## [Prompt]
May I please have every record restated word for word, with the images left out?

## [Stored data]
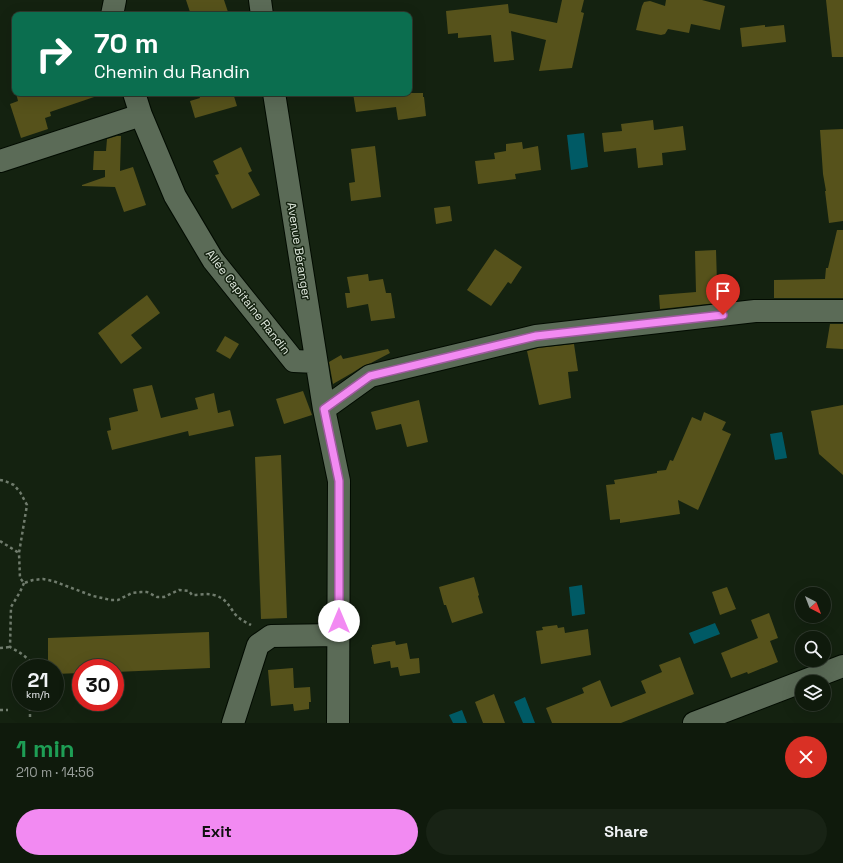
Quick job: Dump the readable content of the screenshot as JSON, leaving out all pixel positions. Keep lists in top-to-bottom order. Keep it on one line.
{"streets":{"street":["Avenue Béranger","Allée Capitaine Randin"]},"crossings":[["Avenue Béranger","Allée Capitaine Randin"]],"north":"bottom right","page":{"turn":["70 m","Chemin du Randin"],"speed":"21 km/h","limit":"30","heading":["1 min","210 m · 14:56"],"buttons":["Exit","Share"]}}
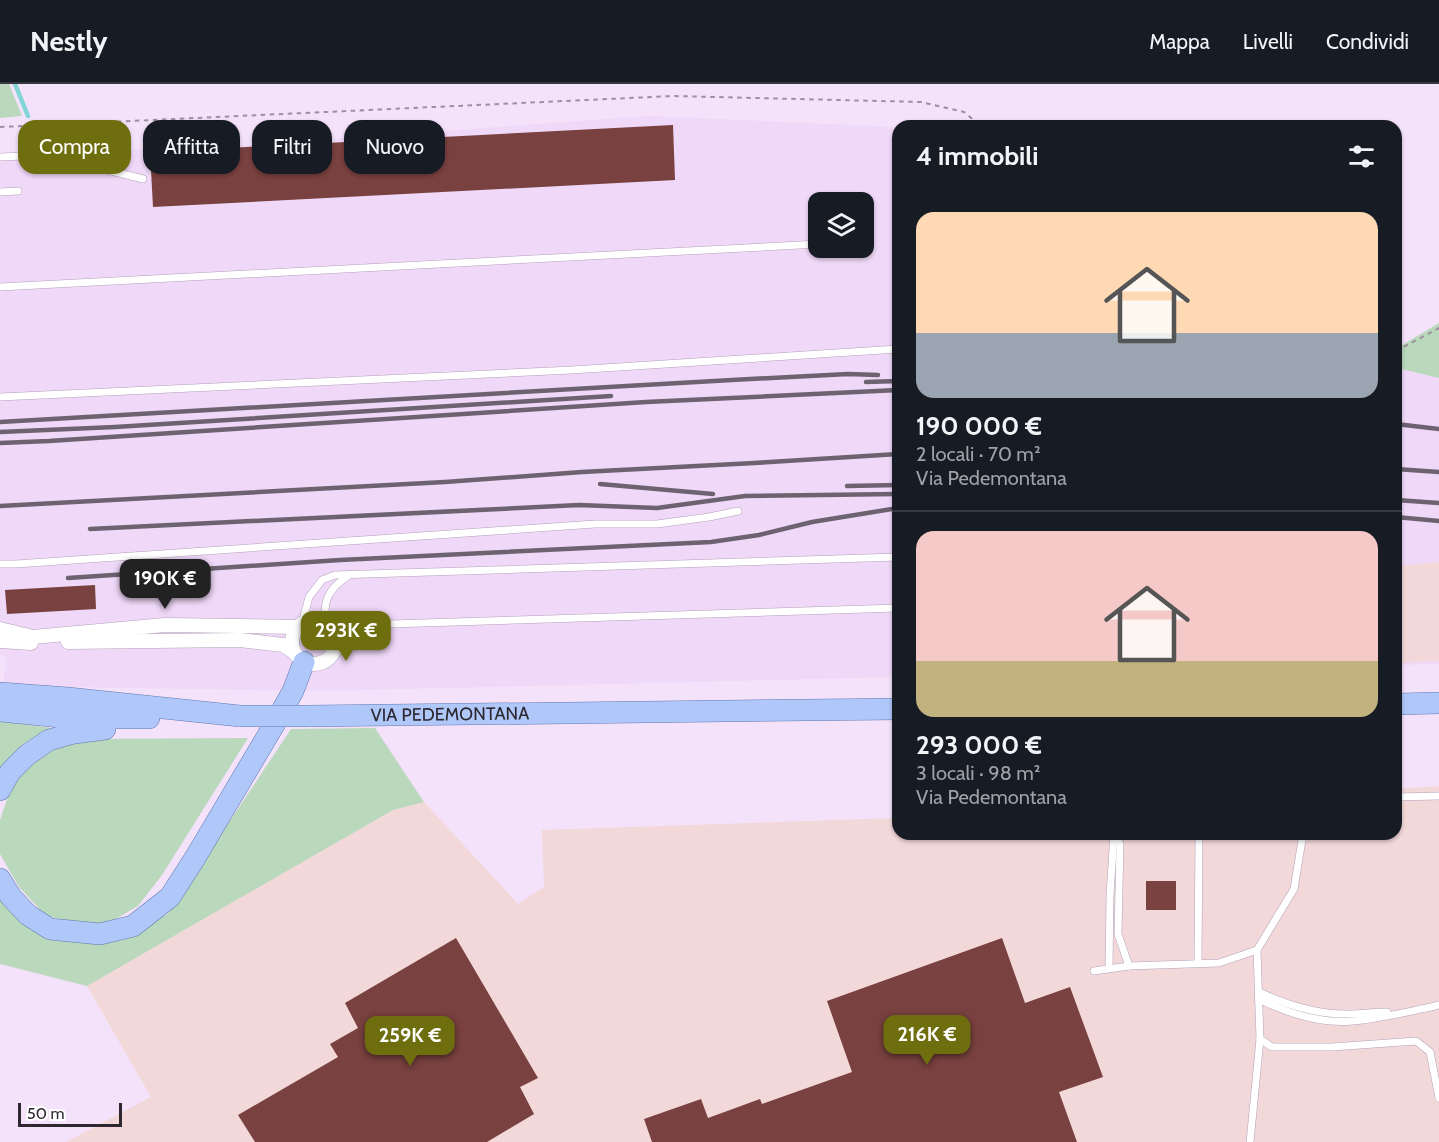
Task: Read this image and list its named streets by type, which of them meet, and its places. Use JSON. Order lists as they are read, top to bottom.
{
  "streets": {
    "main road": ["VIA PEDEMONTANA"]
  },
  "scale_bar": "50 m",
  "page": {
    "header": "Nestly",
    "nav": ["Mappa", "Livelli", "Condividi"],
    "chip": [
      "Compra",
      "Affitta",
      "Filtri",
      "Nuovo"
    ],
    "heading": "4 immobili",
    "list": [
      {
        "name": "190 000 €",
        "note": "2 locali · 70 m² · Via Pedemontana"
      },
      {
        "name": "293 000 €",
        "note": "3 locali · 98 m² · Via Pedemontana"
      }
    ],
    "price": [
      "190K €",
      "293K €",
      "216K €",
      "259K €"
    ],
    "scale": "50 m"
  }
}
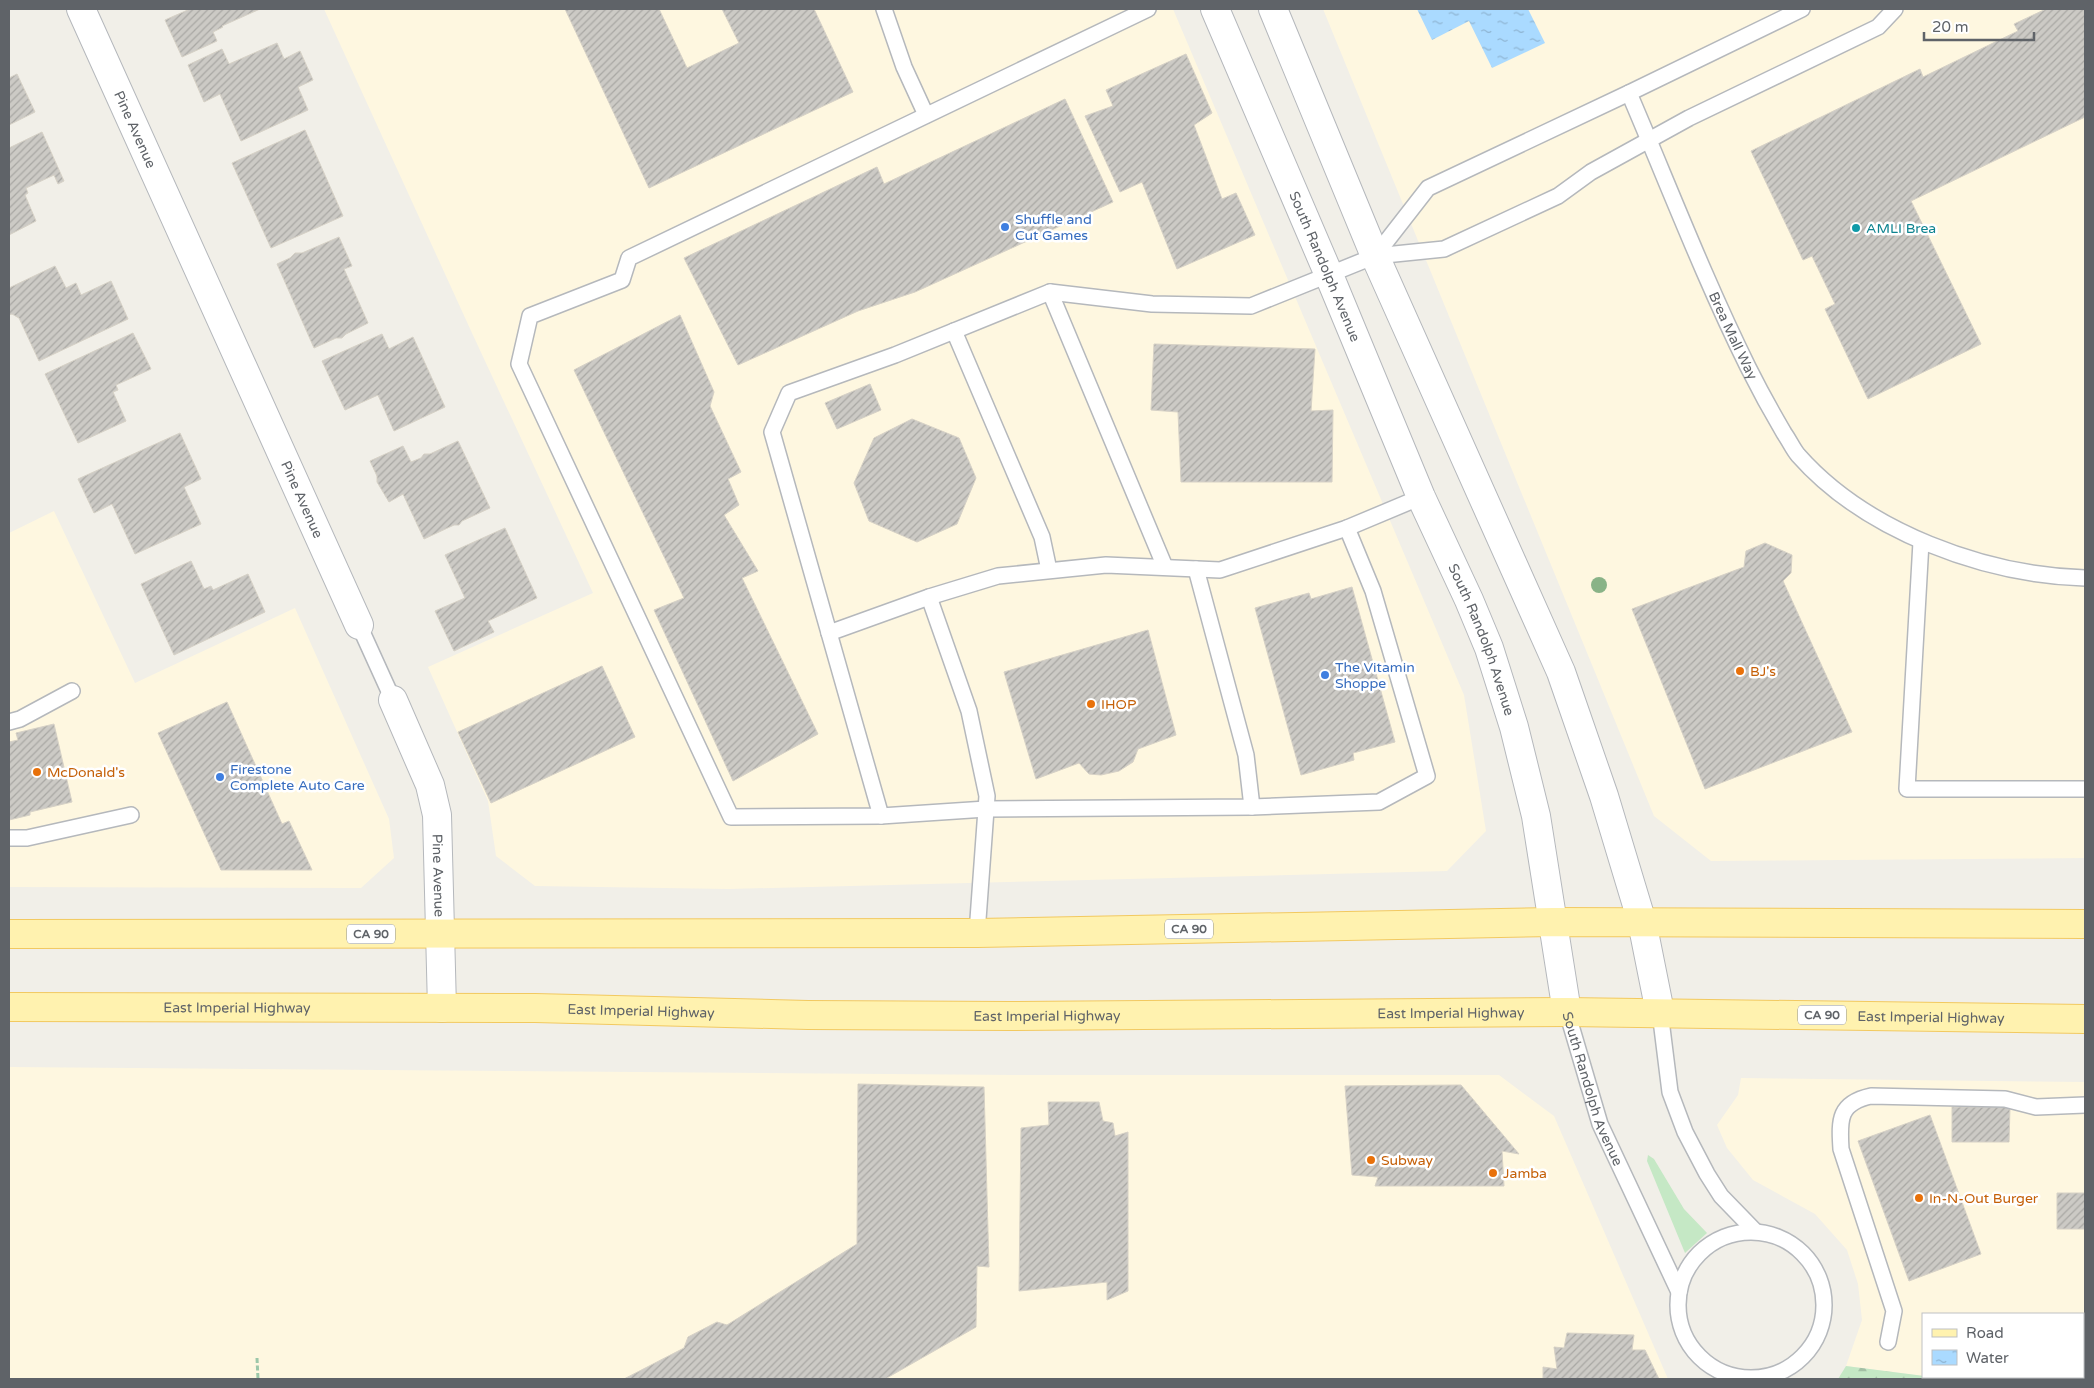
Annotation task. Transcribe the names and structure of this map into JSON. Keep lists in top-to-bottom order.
{
  "streets": {
    "main road": ["CA 90", "East Imperial Highway"],
    "street": ["Pine Avenue", "South Randolph Avenue"],
    "lane": ["Brea Mall Way"]
  },
  "crossings": [
    ["Pine Avenue", "CA 90"],
    ["Pine Avenue", "East Imperial Highway"],
    ["South Randolph Avenue", "CA 90"],
    ["South Randolph Avenue", "East Imperial Highway"]
  ],
  "places": [
    "Shuffle and Cut Games",
    "AMLI Brea",
    "BJ's",
    "The Vitamin Shoppe",
    "IHOP",
    "McDonald's",
    "Firestone Complete Auto Care",
    "Subway",
    "Jamba",
    "In-N-Out Burger"
  ],
  "legend": ["Road", "Water"],
  "scale_bar": "20 m"
}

## [Task result]
Quick job: Dump the readable content of the screenshot as JSON, leaving out all pixel positions. Keep lists in top-to-bottom order. Keep it on one line.
{"streets":{"street":["Avenue Béranger","Allée Capitaine Randin"]},"crossings":[["Avenue Béranger","Allée Capitaine Randin"]],"north":"bottom right","page":{"turn":["70 m","Chemin du Randin"],"speed":"21 km/h","limit":"30","heading":["1 min","210 m · 14:56"],"buttons":["Exit","Share"]}}
Task: Read this image and list its named streets by type, which of them meet, and its places. Use JSON. Order lists as they are read, top to bottom.
{
  "streets": {
    "main road": ["VIA PEDEMONTANA"]
  },
  "scale_bar": "50 m",
  "page": {
    "header": "Nestly",
    "nav": ["Mappa", "Livelli", "Condividi"],
    "chip": [
      "Compra",
      "Affitta",
      "Filtri",
      "Nuovo"
    ],
    "heading": "4 immobili",
    "list": [
      {
        "name": "190 000 €",
        "note": "2 locali · 70 m² · Via Pedemontana"
      },
      {
        "name": "293 000 €",
        "note": "3 locali · 98 m² · Via Pedemontana"
      }
    ],
    "price": [
      "190K €",
      "293K €",
      "216K €",
      "259K €"
    ],
    "scale": "50 m"
  }
}
Annotation task. Transcribe the names and structure of this map into JSON. Keep lists in top-to-bottom order.
{
  "streets": {
    "main road": ["CA 90", "East Imperial Highway"],
    "street": ["Pine Avenue", "South Randolph Avenue"],
    "lane": ["Brea Mall Way"]
  },
  "crossings": [
    ["Pine Avenue", "CA 90"],
    ["Pine Avenue", "East Imperial Highway"],
    ["South Randolph Avenue", "CA 90"],
    ["South Randolph Avenue", "East Imperial Highway"]
  ],
  "places": [
    "Shuffle and Cut Games",
    "AMLI Brea",
    "BJ's",
    "The Vitamin Shoppe",
    "IHOP",
    "McDonald's",
    "Firestone Complete Auto Care",
    "Subway",
    "Jamba",
    "In-N-Out Burger"
  ],
  "legend": ["Road", "Water"],
  "scale_bar": "20 m"
}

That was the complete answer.